Nuestro insigne Quevedo escribió aquello de que mudar vocablos es limpieza. Se refería a la conveniencia de usar nuestro idioma en toda su amplitud, ya que la riqueza del español permite matizar cualquier concepto mediante el uso de una gran variedad de palabras, sinónimos cuyo empleo mejoran el lenguaje. Cuanto más diverso sea el vocabulario que se utilice, mayor nitidez contendrán los mensajes que se quieran transmitir y mejor y con más profundidad llegarán a los oídos del oyente. Lo que no significa, ni mucho menos, que sea preciso caer en ostentosas sonoridades ni en cursis florituras. La virtud, ya se sabe, está en el término medio. Los extremos son siempre viciosos.
Ahora todo es importante, un adjetivo calificativo que sustituye a cualquier otro. Los meteorólogos nos hablan de importantes nevadas, los periodistas de importantes atascos en las carreteras, los políticos de importantes resultados en los comicios, los docentes de importantes planes educativos y los médicos de importantes epidemias de gripe. Todo es importante, porque para qué buscar en los entresijos de la memoria otras palabras sustitutivas, otros calificativos más acordes con lo que se pretende expresar, si con éste, de propósito universal, nos entendemos todos.
Lo que sucede es que algunos cuando oímos calificar algo de importante nos quedamos ávidos de información. Si la nevada además de importante fuera copiosa y de cota baja, veríamos la situación atmosférica con mayor claridad. Si los planes de educación no sólo fueran importantes sino además innovadores y didácticos, es posible que percibiéramos que algo estaba cambiando en el panorama de la pedagogía. Claro que para eso hay que saber lo que significa copiosa y de cota baja y lo que expresan las palabras innovadora y didáctica; pero, desgraciadamente, a medida que pasa el tiempo son menos los que lo saben.
¡Cómo lo van a saber si cada vez se lee menos! El mundo audiovisual, del que me declaro admirador porque lo cortés no quita lo valiente, tiene cierta culpa de lo que sucede. Son muchos los que tentados por la facilidad con la que se perciben imágenes y sonidos han abandonado cualquier lectura, ya que consideran que es muy grande el esfuerzo requerido para convertir palabras escritas en ideas mentales. Una cosa es asimilar sensaciones y otra muy distinta procesar conceptos. Lo primero puede ser casi pasivo, mientras que lo segundo requiere empeño y voluntad. Y el ajetreo del mundo actual –dicen los reñidos con la lectura- no permite perder el tiempo.

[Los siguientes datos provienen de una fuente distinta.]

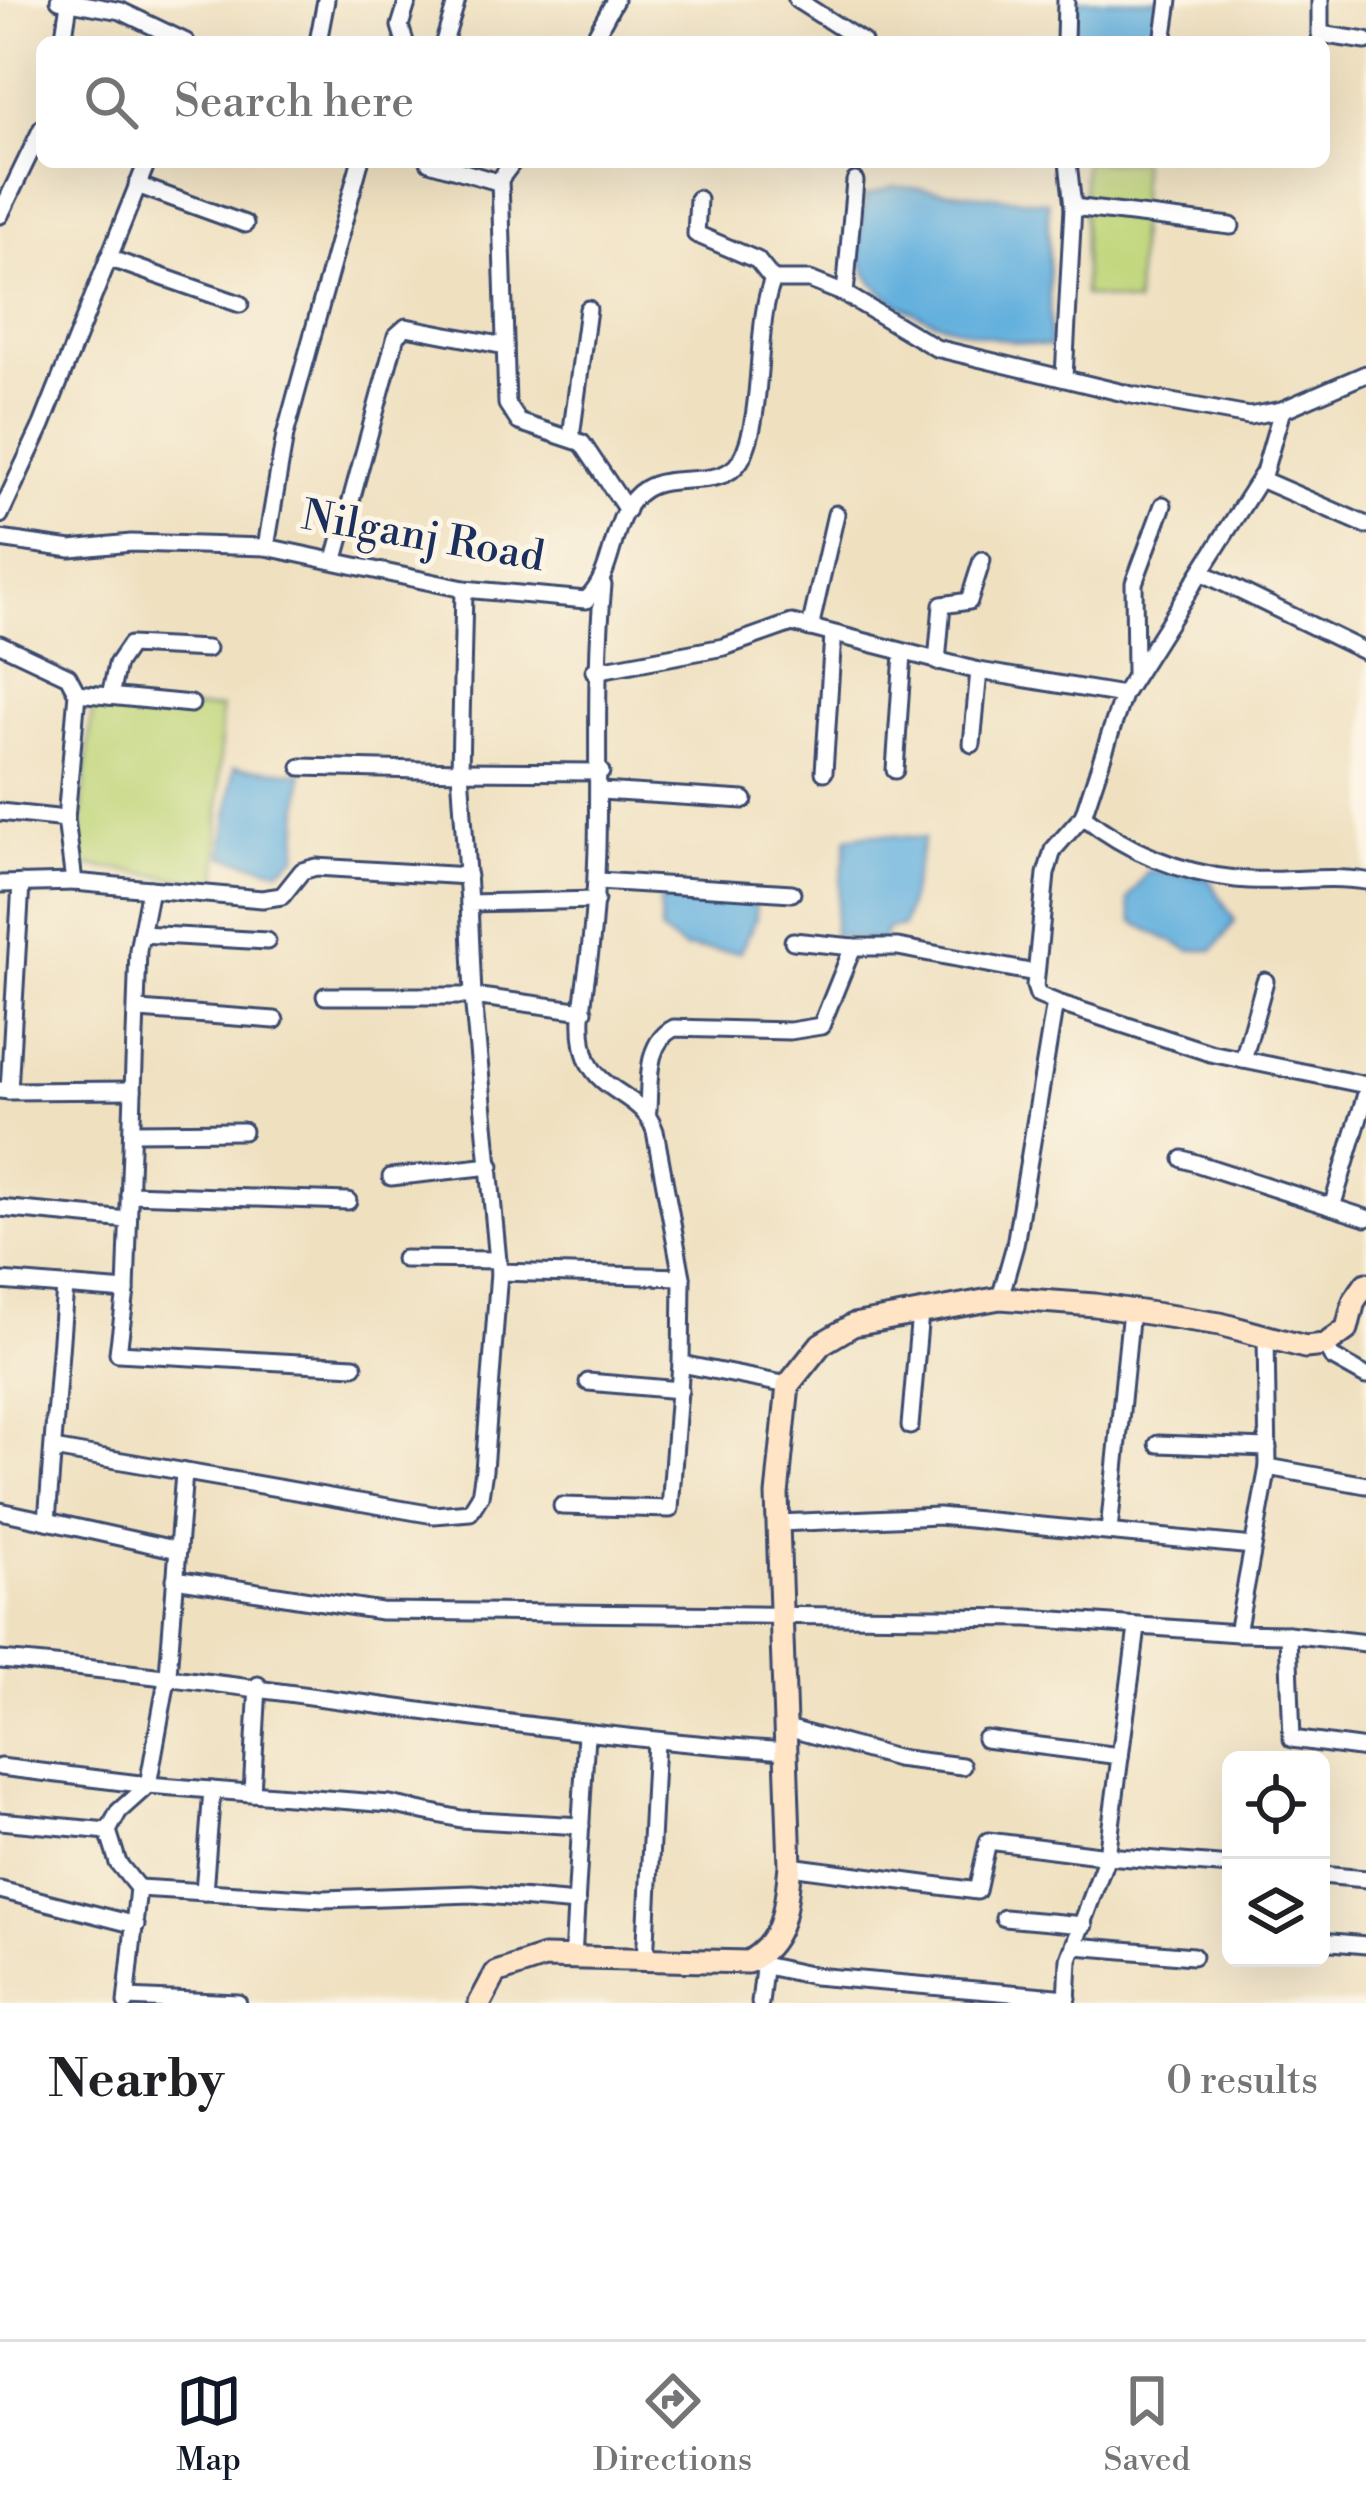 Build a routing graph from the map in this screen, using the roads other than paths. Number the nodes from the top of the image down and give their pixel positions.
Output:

Lo peor de todo esto es que se trata de un fenómeno multiplicador. Cuantos más son los que reducen su vocabulario a la mínima expresión, mayor es el número de los que sólo emplearán las palabras que usen los primeros, porque al fin y al cabo el lenguaje hablado es para muchos la única fuente donde captar vocablos. Si no se fomenta el contacto con círculos cultos y encima no se lee, la degradación lingüística está servida, y de nada servirá hablar una lengua que permite matizar los mensajes hasta donde uno quiera.
Todos, sin excepción, somos víctimas de este fenómeno degenerativo de la lengua. Lo que sucede es que algunos reaccionamos ante la amenaza leyendo cuanto podemos para no caer en el corralito en el que están encerrando a nuestro idioma, ese que con sólo un adjetivo calificativo –importante- resuelve cualquier disyuntiva oral. Aun así, confieso, yo nunca me pongo a escribir sin colocar a mi lado mis queridos diccionarios de sinónimos y antónimos de Santillana y de Larousse, que me ayudan en cierto modo a contrarrestar la pobreza lingüística en la que estamos inmersos.